Extracted data entries
══════════════════════════════
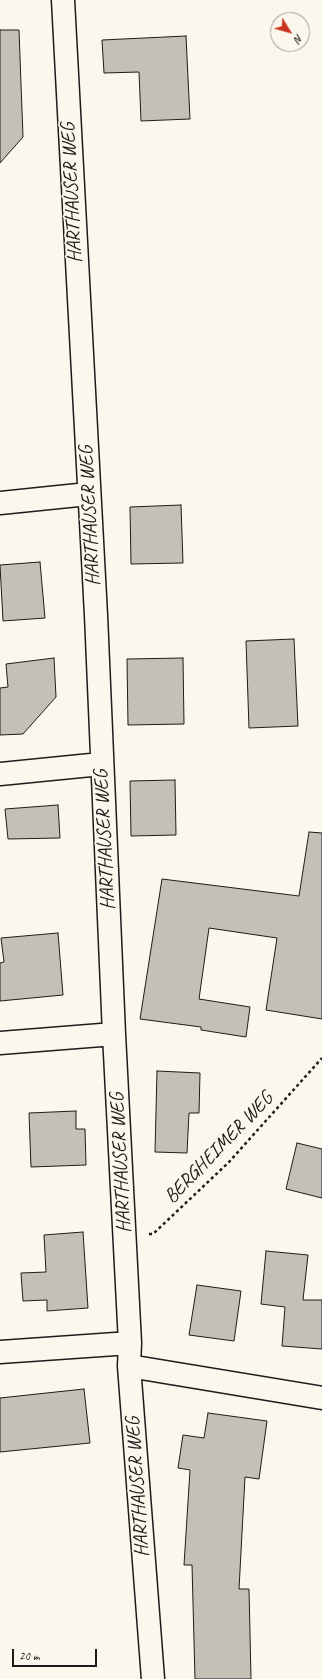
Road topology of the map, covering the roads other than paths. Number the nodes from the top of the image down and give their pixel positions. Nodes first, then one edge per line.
1 (63, 0) edge
2 (88, 494) junction
3 (0, 503) edge
4 (101, 764) junction
5 (0, 774) edge
6 (114, 1034) junction
7 (0, 1043) edge
8 (130, 1344) junction
9 (0, 1352) edge
10 (129, 1366) junction
11 (322, 1398) edge
12 (153, 1679) edge

1 - 2 street, HARTHAUSER WEG
2 - 3 street
2 - 4 street, HARTHAUSER WEG
4 - 5 street
4 - 6 street, HARTHAUSER WEG
6 - 7 street
6 - 8 street, HARTHAUSER WEG
8 - 9 street
8 - 10 street, HARTHAUSER WEG
10 - 11 street
10 - 12 street, HARTHAUSER WEG

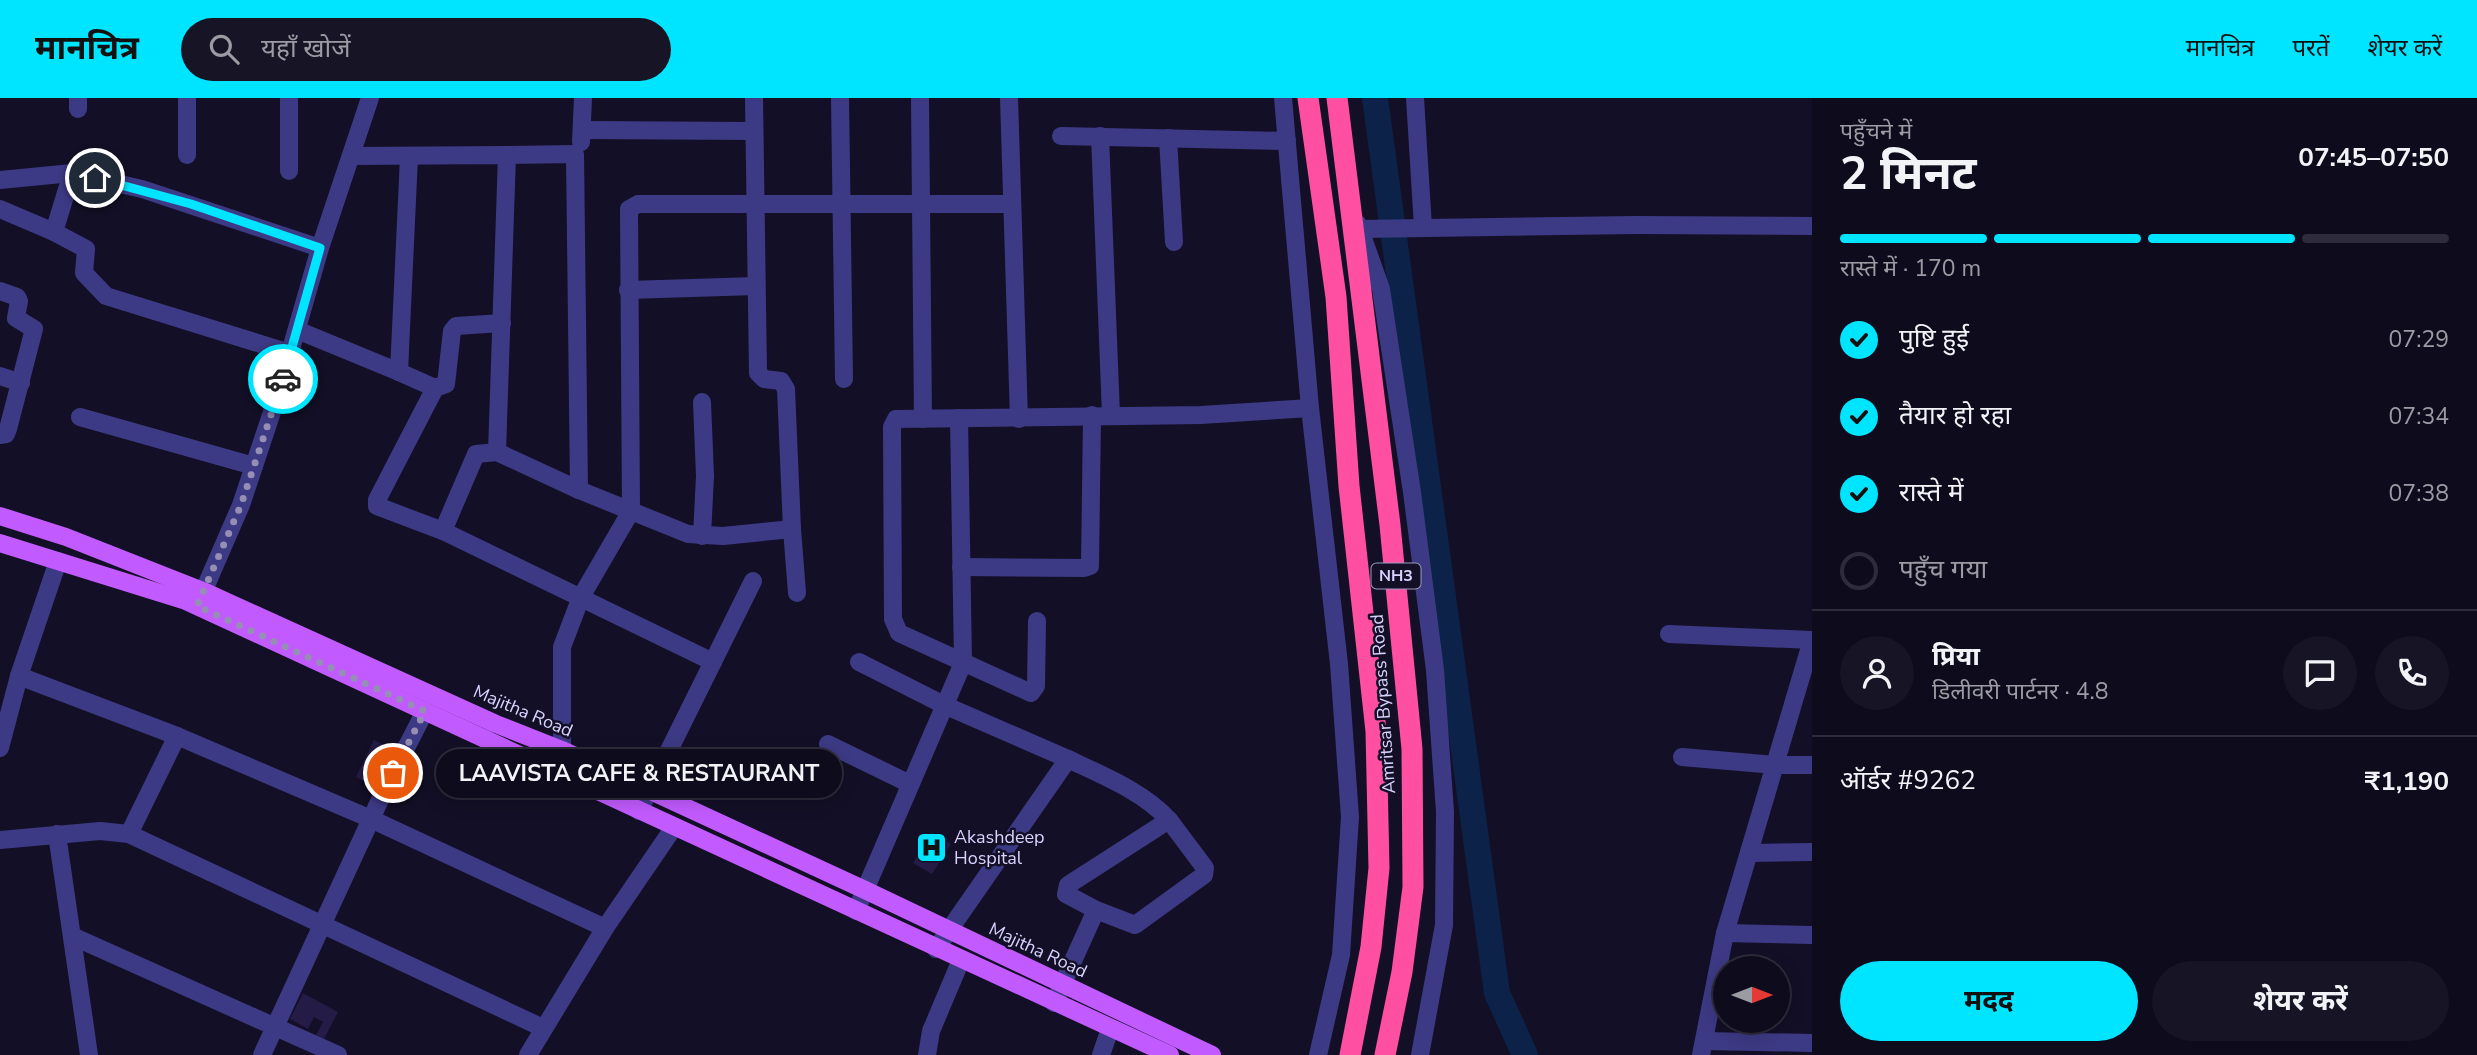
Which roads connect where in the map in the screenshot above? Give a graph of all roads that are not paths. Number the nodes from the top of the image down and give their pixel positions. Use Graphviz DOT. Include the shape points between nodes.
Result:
graph roads {
  1 [pos="187,98"];
  2 [pos="289,98"];
  3 [pos="370,98"];
  4 [pos="583,98"];
  5 [pos="754,98"];
  6 [pos="840,98"];
  7 [pos="920,98"];
  8 [pos="1009,98"];
  9 [pos="1283,98"];
  10 [pos="1308,98"];
  11 [pos="1337,98"];
  12 [pos="1415,98"];
  13 [pos="583,130"];
  14 [pos="754,131"];
  15 [pos="1061,135"];
  16 [pos="1100,136"];
  17 [pos="1168,138"];
  18 [pos="1287,141"];
  19 [pos="575,154"];
  20 [pos="187,155"];
  21 [pos="508,155"];
  22 [pos="352,156"];
  23 [pos="409,157"];
  24 [pos="289,171"];
  25 [pos="72,173"];
  26 [pos="0,180"];
  27 [pos="842,204"];
  28 [pos="1012,204"];
  29 [pos="1351,204"];
  30 [pos="757,205"];
  31 [pos="922,205"];
  32 [pos="0,209"];
  33 [pos="1812,226"];
  34 [pos="1417,227"];
  35 [pos="1360,229"];
  36 [pos="54,232"];
  37 [pos="1174,242"];
  38 [pos="320,248"];
  39 [pos="756,286"];
  40 [pos="628,290"];
  41 [pos="0,291"];
  42 [pos="502,323"];
  43 [pos="297,330"];
  44 [pos="290,353"];
  45 [pos="399,372"];
  46 [pos="0,376"];
  47 [pos="844,379"];
  48 [pos="21,383"];
  49 [pos="435,388"];
  50 [pos="702,402"];
  51 [pos="1310,408"];
  52 [pos="1092,415"];
  53 [pos="1111,415"];
  54 [pos="80,417"];
  55 [pos="959,418"];
  56 [pos="923,419"];
  57 [pos="1019,419"];
  58 [pos="0,435"];
  59 [pos="497,452"];
  60 [pos="254,466"];
  61 [pos="579,490"];
  62 [pos="631,512"];
  63 [pos="0,516"];
  64 [pos="792,529"];
  65 [pos="443,531"];
  66 [pos="702,536"];
  67 [pos="0,543"];
  68 [pos="58,561"];
  69 [pos="961,567"];
  70 [pos="753,581"];
  71 [pos="797,593"];
  72 [pos="581,597"];
  73 [pos="200,599"];
  74 [pos="1037,621"];
  75 [pos="1669,634"];
  76 [pos="713,662"];
  77 [pos="859,662"];
  78 [pos="962,663"];
  79 [pos="19,676"];
  80 [pos="944,705"];
  81 [pos="425,711"];
  82 [pos="177,736"];
  83 [pos="828,744"];
  84 [pos="0,748"];
  85 [pos="562,750"];
  86 [pos="1682,757"];
  87 [pos="1068,760"];
  88 [pos="1775,765"];
  89 [pos="1812,765"];
  90 [pos="910,784"];
  91 [pos="649,792"];
  92 [pos="639,811"];
  93 [pos="371,819"];
  94 [pos="1169,820"];
  95 [pos="674,827"];
  96 [pos="57,834"];
  97 [pos="129,834"];
  98 [pos="0,840"];
  99 [pos="1812,852"];
  100 [pos="1749,853"];
  101 [pos="865,890"];
  102 [pos="1096,909"];
  103 [pos="856,911"];
  104 [pos="324,924"];
  105 [pos="605,928"];
  106 [pos="949,932"];
  107 [pos="1726,933"];
  108 [pos="1812,935"];
  109 [pos="72,936"];
  110 [pos="936,949"];
  111 [pos="961,960"];
  112 [pos="1062,985"];
  113 [pos="1054,1003"];
  114 [pos="276,1026"];
  115 [pos="543,1028"];
  116 [pos="1110,1029"];
  117 [pos="1812,1043"];
  118 [pos="1703,1048"];
  119 [pos="89,1055"];
  120 [pos="262,1055"];
  121 [pos="338,1055"];
  122 [pos="528,1055"];
  123 [pos="927,1055"];
  124 [pos="1101,1055"];
  125 [pos="1170,1055"];
  126 [pos="1212,1055"];
  127 [pos="1318,1055"];
  128 [pos="1350,1055"];
  129 [pos="1385,1055"];
  130 [pos="1420,1055"];
  1 -- 20 [label="street"];
  2 -- 24 [label="street"];
  3 -- 22 [label="street"];
  4 -- 13 [label="street"];
  5 -- 14 [label="street"];
  6 -- 27 [label="street"];
  7 -- 31 [label="street"];
  8 -- 28 [label="street"];
  9 -- 18 [label="street"];
  10 -- 128 [label="highway, Amritsar Bypass Road / NH3" via="1336,297 1349,486 1376,731 1379,868 1373,933"];
  11 -- 29 [label="highway, Amritsar Bypass Road / NH3"];
  12 -- 34 [label="street"];
  13 -- 14 [label="street"];
  13 -- 19 [label="street"];
  14 -- 30 [label="street"];
  15 -- 16 [label="street"];
  16 -- 17 [label="street"];
  16 -- 53 [label="street"];
  17 -- 18 [label="street"];
  17 -- 37 [label="street"];
  18 -- 51 [label="street"];
  19 -- 21 [label="street"];
  19 -- 61 [label="street"];
  21 -- 23 [label="street"];
  21 -- 42 [label="street"];
  22 -- 23 [label="street"];
  22 -- 38 [label="street"];
  23 -- 45 [label="street"];
  25 -- 26 [label="street"];
  25 -- 36 [label="street"];
  25 -- 38 [label="street" via="191,204"];
  27 -- 30 [label="street"];
  27 -- 31 [label="street"];
  27 -- 47 [label="street"];
  28 -- 31 [label="street"];
  28 -- 57 [label="street"];
  29 -- 35 [label="street"];
  29 -- 129 [label="highway, Amritsar Bypass Road / NH3" via="1412,749 1412,887 1402,972"];
  30 -- 39 [label="street"];
  30 -- 40 [label="street" via="633,206 628,215"];
  31 -- 56 [label="street"];
  32 -- 36 [label="street"];
  33 -- 34 [label="street"];
  34 -- 35 [label="street"];
  35 -- 130 [label="street" via="1381,289 1435,670 1445,812 1444,925"];
  36 -- 44 [label="street" via="86,249 84,273 106,296"];
  38 -- 43 [label="street"];
  39 -- 40 [label="street"];
  39 -- 64 [label="street" via="758,373 764,379 781,381 786,389"];
  40 -- 62 [label="street"];
  41 -- 48 [label="street" via="17,296 16,318 33,327"];
  42 -- 49 [label="street" via="456,326 446,384"];
  42 -- 59 [label="street"];
  43 -- 44 [label="street"];
  43 -- 45 [label="street"];
  44 -- 60 [label="street"];
  45 -- 49 [label="street"];
  46 -- 48 [label="street"];
  48 -- 58 [label="street" via="6,434"];
  49 -- 65 [label="street" via="376,504"];
  50 -- 66 [label="street"];
  51 -- 53 [label="street"];
  51 -- 127 [label="street" via="1339,664 1350,817 1341,955"];
  52 -- 53 [label="street"];
  52 -- 57 [label="street"];
  52 -- 69 [label="street" via="1090,566"];
  54 -- 60 [label="street"];
  55 -- 56 [label="street"];
  55 -- 57 [label="street"];
  55 -- 69 [label="street"];
  56 -- 78 [label="street" via="896,419 892,426 893,619 903,637"];
  59 -- 61 [label="street"];
  59 -- 65 [label="street" via="476,454"];
  60 -- 73 [label="street"];
  61 -- 62 [label="street"];
  62 -- 66 [label="street"];
  62 -- 72 [label="street"];
  63 -- 73 [label="main road, Majitha Road" via="66,537"];
  64 -- 66 [label="street"];
  64 -- 71 [label="street"];
  65 -- 72 [label="street"];
  67 -- 68 [label="main road, Majitha Road"];
  68 -- 73 [label="main road, Majitha Road"];
  68 -- 79 [label="street"];
  69 -- 78 [label="street"];
  70 -- 76 [label="street"];
  72 -- 76 [label="street"];
  72 -- 85 [label="street" via="562,648"];
  73 -- 81 [label="main road, Majitha Road"];
  73 -- 85 [label="main road, Majitha Road"];
  74 -- 78 [label="street" via="1033,692"];
  75 -- 88 [label="street" via="1812,640"];
  76 -- 91 [label="street"];
  77 -- 80 [label="street"];
  78 -- 80 [label="street"];
  79 -- 82 [label="street"];
  79 -- 84 [label="street"];
  80 -- 87 [label="street"];
  80 -- 90 [label="street"];
  81 -- 92 [label="main road, Majitha Road"];
  81 -- 93 [label="street"];
  82 -- 93 [label="street"];
  82 -- 97 [label="street"];
  83 -- 90 [label="street"];
  85 -- 91 [label="main road, Majitha Road"];
  86 -- 88 [label="street"];
  87 -- 94 [label="street" via="1120,785"];
  87 -- 106 [label="street"];
  88 -- 89 [label="street"];
  88 -- 100 [label="street"];
  90 -- 101 [label="street"];
  91 -- 92 [label="street"];
  91 -- 101 [label="main road, Majitha Road"];
  92 -- 95 [label="main road, Majitha Road"];
  93 -- 104 [label="street"];
  93 -- 105 [label="street"];
  94 -- 102 [label="street" via="1068,885 1066,894"];
  94 -- 102 [label="street" via="1205,868 1204,876 1135,925"];
  95 -- 103 [label="main road, Majitha Road"];
  95 -- 105 [label="street"];
  96 -- 97 [label="street"];
  96 -- 98 [label="street"];
  96 -- 109 [label="street"];
  97 -- 104 [label="street"];
  99 -- 100 [label="street"];
  100 -- 107 [label="street"];
  101 -- 103 [label="street"];
  101 -- 106 [label="main road, Majitha Road"];
  102 -- 112 [label="street"];
  103 -- 110 [label="main road, Majitha Road"];
  104 -- 114 [label="street"];
  104 -- 115 [label="street"];
  105 -- 115 [label="street"];
  106 -- 110 [label="street"];
  106 -- 112 [label="main road, Majitha Road"];
  107 -- 108 [label="street"];
  107 -- 118 [label="street"];
  109 -- 114 [label="street"];
  109 -- 119 [label="street"];
  110 -- 111 [label="main road, Majitha Road"];
  111 -- 113 [label="main road, Majitha Road"];
  111 -- 123 [label="street" via="931,1031"];
  112 -- 113 [label="street"];
  112 -- 126 [label="main road, Majitha Road"];
  113 -- 116 [label="main road, Majitha Road"];
  114 -- 120 [label="street"];
  114 -- 121 [label="street"];
  115 -- 122 [label="street"];
  116 -- 124 [label="street"];
  116 -- 125 [label="main road, Majitha Road"];
  117 -- 118 [label="street"];
}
══════════════════════════════
PROBLEM DESCRIPTION: Go through the records above and copy every line with the word "highway".

ANSWER AREA:
  10 -- 128 [label="highway, Amritsar Bypass Road / NH3" via="1336,297 1349,486 1376,731 1379,868 1373,933"];
  11 -- 29 [label="highway, Amritsar Bypass Road / NH3"];
  29 -- 129 [label="highway, Amritsar Bypass Road / NH3" via="1412,749 1412,887 1402,972"];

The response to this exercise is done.